[英]How to filter rows for a specific aggregate with spark sql?
Normally all rows in a group are passed to an aggregate function. 通常,组中的所有行都将传递给聚合函数。 I would like to filter rows using a condition so that only some rows within a group are passed to an aggregate function.
我想使用条件过滤行,以便只将组中的某些行传递给聚合函数。 Such operation is possible with PostgreSQL .
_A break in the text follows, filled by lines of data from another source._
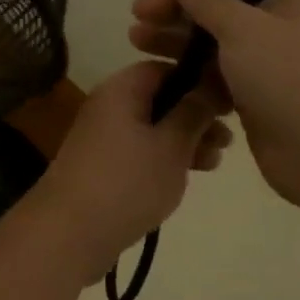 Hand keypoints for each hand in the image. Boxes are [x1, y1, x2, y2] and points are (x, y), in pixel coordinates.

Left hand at [29, 61, 229, 278]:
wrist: (70, 232)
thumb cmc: (127, 181)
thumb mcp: (171, 145)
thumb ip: (194, 112)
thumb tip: (211, 83)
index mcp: (122, 88)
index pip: (165, 68)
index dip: (199, 81)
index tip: (228, 103)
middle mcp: (109, 103)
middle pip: (160, 97)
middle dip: (196, 114)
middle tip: (229, 137)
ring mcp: (104, 134)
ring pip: (153, 125)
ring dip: (186, 138)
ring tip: (217, 160)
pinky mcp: (103, 163)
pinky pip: (141, 148)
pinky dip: (166, 155)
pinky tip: (191, 174)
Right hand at [129, 0, 299, 209]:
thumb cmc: (289, 78)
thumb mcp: (244, 28)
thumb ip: (208, 0)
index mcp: (286, 2)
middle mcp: (277, 29)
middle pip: (218, 10)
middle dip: (177, 9)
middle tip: (138, 12)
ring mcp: (266, 67)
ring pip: (212, 45)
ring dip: (175, 41)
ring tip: (135, 40)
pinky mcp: (254, 100)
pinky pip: (215, 78)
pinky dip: (190, 74)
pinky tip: (160, 73) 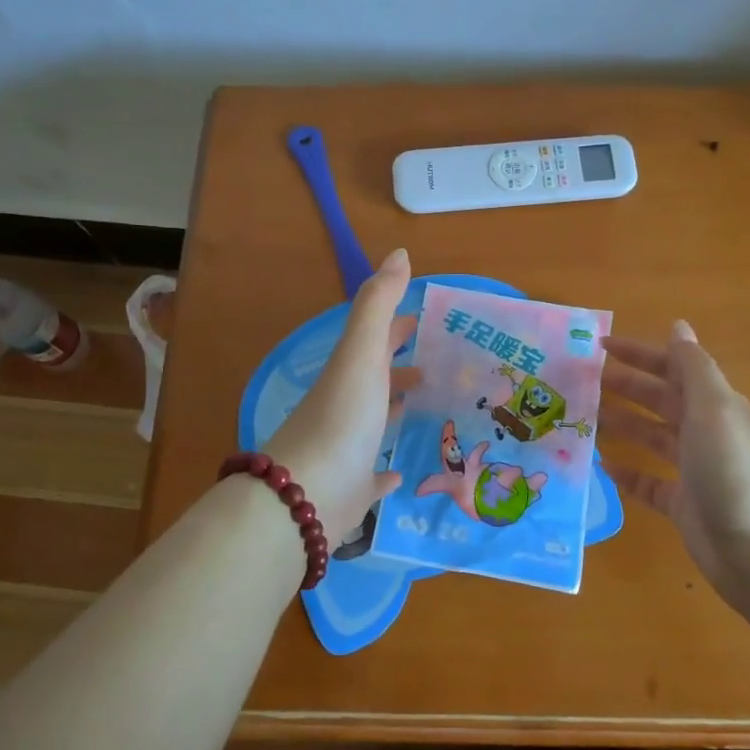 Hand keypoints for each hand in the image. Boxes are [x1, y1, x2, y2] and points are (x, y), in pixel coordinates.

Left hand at [267, 248, 420, 542]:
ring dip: (399, 410)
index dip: (399, 325)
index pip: (377, 340)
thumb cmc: (341, 418)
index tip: (430, 320)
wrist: (305, 496)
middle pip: (377, 379)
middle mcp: (348, 406)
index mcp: (351, 373)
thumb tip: (399, 253)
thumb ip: (378, 304)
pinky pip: (374, 476)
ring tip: (436, 407)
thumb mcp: (361, 353)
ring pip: (377, 422)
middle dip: (404, 367)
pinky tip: (404, 472)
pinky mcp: (354, 489)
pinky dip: (389, 470)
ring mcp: (349, 449)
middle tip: (445, 363)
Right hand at [599, 321, 749, 607]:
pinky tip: (602, 466)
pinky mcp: (685, 506)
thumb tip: (678, 325)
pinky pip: (650, 482)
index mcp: (718, 405)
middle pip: (661, 400)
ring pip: (653, 438)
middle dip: (626, 387)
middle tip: (582, 382)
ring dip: (623, 424)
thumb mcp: (715, 410)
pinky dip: (629, 472)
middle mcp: (708, 433)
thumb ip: (693, 368)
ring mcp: (696, 471)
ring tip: (585, 418)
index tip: (601, 346)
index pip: (675, 368)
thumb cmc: (735, 473)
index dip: (641, 354)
PostgreSQL可以实现这样的操作。 I would like to do the same thing with Spark SQL DataFrame (Spark 2.0.0).
我想用Spark SQL DataFrame(Spark 2.0.0)做同样的事情。
The code could probably look like this: 代码可能看起来像这样:
val df = ... // some data frame
df.groupBy("A").agg(
max("B").where("B").less(10), // there is no such method as `where` :(
max("C").where("C").less(5)
)
So for a data frame like this: 所以对于像这样的数据框:
| A | B | C |
| 1| 14| 4|
| 1| 9| 3|
| 2| 5| 6|
The result would be: 结果将是:
|A|max(B)|max(C)|
|1| 9| 4|
|2| 5| null|
Is it possible with Spark SQL? 是否可以使用Spark SQL?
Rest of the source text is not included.